Sur notre esquif, les nuques se raidirent, quelques gémissements sortirent des gorges mais personne ne commenta. Le silence fut notre seule réaction. Peut-être avions-nous l’espoir qu’en nous taisant, nous supprimerions ce qui gênait nos yeux, qu’en refusant de formuler l’épouvante en mots nous amoindririons sa portée, voire sa réalité ?
Comme s’il avait compris ce qui agitait nos esprits, notre marin avait relevé le menton, fier, hautain, déterminé. Désormais, il savait que la peur nous muselait, que nous ne discuterions plus ses ordres, qu’il serait, jusqu’à ce que nous posions le pied à terre, notre héros.
Mon imagination galopait. Comment coule-t-on ? Pourquoi coule-t-on ? Je scrutais l’horizon pour guetter les récifs, je me cassais la nuque pour m’assurer que le ciel ne se couvrait pas de nuages, j’offrais mon visage à l’air du large pour repérer si les souffles qui le fouettaient venaient de notre simple propulsion ou bien de vents déferlant du lointain.
À la nuit, le marin arrêta le moteur et nous avertit qu’il souhaitait dormir, que nous repartirions à l’aube. Pour lui, nous fîmes ce que nous n’aurions entrepris pour aucun de nous : nous lui laissâmes la place de s’étendre au sol tandis que, plus serrés que jamais, nous demeurions debout.
La nuit s’écoula, lente. Dormant debout, je me réveillais sans cesse. Je sentais le bateau verser sur le flanc ; dès que je rouvrais les yeux, il se rétablissait ; aussitôt que je ne le surveillais plus, il roulait ; dans ma semi-conscience cauchemardesque, je me croyais responsable de notre destin, ridicule vigile luttant contre le naufrage par la seule force de ses paupières.

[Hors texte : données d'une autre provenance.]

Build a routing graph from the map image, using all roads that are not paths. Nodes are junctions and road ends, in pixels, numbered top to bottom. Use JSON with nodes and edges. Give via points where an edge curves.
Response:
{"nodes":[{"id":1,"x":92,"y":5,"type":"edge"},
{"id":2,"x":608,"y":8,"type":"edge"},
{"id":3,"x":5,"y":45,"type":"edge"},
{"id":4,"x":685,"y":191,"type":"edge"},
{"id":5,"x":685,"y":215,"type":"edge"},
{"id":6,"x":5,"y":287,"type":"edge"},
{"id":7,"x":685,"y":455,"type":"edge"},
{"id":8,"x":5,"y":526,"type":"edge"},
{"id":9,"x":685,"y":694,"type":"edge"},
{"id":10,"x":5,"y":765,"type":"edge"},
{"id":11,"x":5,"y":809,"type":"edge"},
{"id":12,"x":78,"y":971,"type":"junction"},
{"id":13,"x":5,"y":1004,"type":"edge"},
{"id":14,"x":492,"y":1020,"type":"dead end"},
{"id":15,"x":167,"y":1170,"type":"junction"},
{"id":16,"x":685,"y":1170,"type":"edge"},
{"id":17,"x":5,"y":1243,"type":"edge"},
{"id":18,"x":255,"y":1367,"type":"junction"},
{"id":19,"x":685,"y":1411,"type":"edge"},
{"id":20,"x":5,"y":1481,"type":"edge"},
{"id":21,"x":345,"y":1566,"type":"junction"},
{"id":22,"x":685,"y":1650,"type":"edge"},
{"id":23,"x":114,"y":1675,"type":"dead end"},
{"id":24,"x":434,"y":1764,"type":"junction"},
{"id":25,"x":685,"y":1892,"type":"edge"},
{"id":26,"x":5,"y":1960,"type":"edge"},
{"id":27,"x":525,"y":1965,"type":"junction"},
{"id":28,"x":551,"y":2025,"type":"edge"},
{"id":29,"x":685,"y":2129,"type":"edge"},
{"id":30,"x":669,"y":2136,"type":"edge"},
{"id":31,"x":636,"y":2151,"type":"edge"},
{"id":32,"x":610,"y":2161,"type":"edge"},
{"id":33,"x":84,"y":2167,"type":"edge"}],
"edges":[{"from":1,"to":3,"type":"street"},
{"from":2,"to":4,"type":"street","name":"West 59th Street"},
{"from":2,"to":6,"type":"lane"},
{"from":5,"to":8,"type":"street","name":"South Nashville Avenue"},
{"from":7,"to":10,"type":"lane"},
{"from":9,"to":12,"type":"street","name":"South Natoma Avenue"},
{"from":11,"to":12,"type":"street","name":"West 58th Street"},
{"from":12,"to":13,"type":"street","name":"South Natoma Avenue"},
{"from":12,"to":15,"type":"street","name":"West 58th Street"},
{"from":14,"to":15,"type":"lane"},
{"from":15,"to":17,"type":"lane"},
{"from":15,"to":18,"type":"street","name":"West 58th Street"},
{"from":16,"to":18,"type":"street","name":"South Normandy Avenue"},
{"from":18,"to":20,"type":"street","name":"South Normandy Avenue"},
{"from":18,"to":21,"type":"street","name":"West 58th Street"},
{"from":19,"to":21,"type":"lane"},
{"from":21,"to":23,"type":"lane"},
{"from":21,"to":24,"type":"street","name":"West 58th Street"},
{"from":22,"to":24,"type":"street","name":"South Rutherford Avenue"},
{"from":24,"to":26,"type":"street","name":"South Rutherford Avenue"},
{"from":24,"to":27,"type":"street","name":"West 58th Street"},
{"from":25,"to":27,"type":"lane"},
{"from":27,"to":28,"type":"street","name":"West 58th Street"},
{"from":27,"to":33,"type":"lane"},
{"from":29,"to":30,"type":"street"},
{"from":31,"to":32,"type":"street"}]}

À l’aube, le moteur ronfla et notre marin, requinqué, fendit de nouveau les flots.
Soudain, il grimaça puis se mit à jurer.
— Merde ! Ils sont là-bas.
Donnant les commandes au passager le plus proche, il inspecta l’horizon avec ses jumelles. L’inquiétude lui déformait les traits ; ses lèvres marmonnaient ; ses sourcils frémissaient ; tournant la tête à droite, à gauche, il donnait l’impression de chercher une solution sur les côtés.
Il lâcha ses jumelles, prit son inspiration, nous toisa et annonça :
— Changement de direction. Nous allons à Malte. Il y a trop de navettes suspectes autour de Lampedusa. Les gardes-côtes font du zèle.
Certains d’entre nous protestèrent mais moi, je ne m’en mêlai pas. Je savais les décisions de cet homme inébranlables car j’avais accepté de lui confier mon destin.
Boub murmura, pour nous rassurer :
— Lampedusa ou Malte, c’est pareil.
— Non, Boub, Malte n’appartient pas à l’Europe. Pas encore.
— Tu en es sûr ?
— Je ne suis sûr de rien. Mais je ne crois pas. De toute façon, il nous faudra quitter Malte pour le continent, comme il nous aurait fallu quitter Lampedusa.
— Peut-être que ce sera plus facile ?
— Peut-être. Pas de croisière sans escale, non ?
Comme nous avions conscience d’être dans le pétrin, dessaisis du pouvoir de décision, nous nous contraignions à l’optimisme, unique acte qui dépendait encore de notre volonté.
Le bateau vira de cap. À intervalles réguliers, notre marin contrôlait qu’il n’était pas poursuivi par les gardes-côtes ; après plusieurs heures, il se détendit.
À la nuit, il nous fallut recommencer le manège de la veille, accepter de lui donner la place de dormir, supporter de le voir boire et manger alors que la plupart d’entre nous venaient au bout de leurs provisions, nous tenir tranquilles dans l’embarcation qui tanguait. Heureusement, la fatigue et l’accablement commençaient à ôter de l’énergie à nos capacités d’angoisse.
Un soleil pâle, paresseux, maussade ranima notre capitaine. Il grogna, s’étira, jura, cracha puis relança son moteur.
— Nous serons à Malte ce soir, annonça-t-il dans un sursaut de bonne humeur.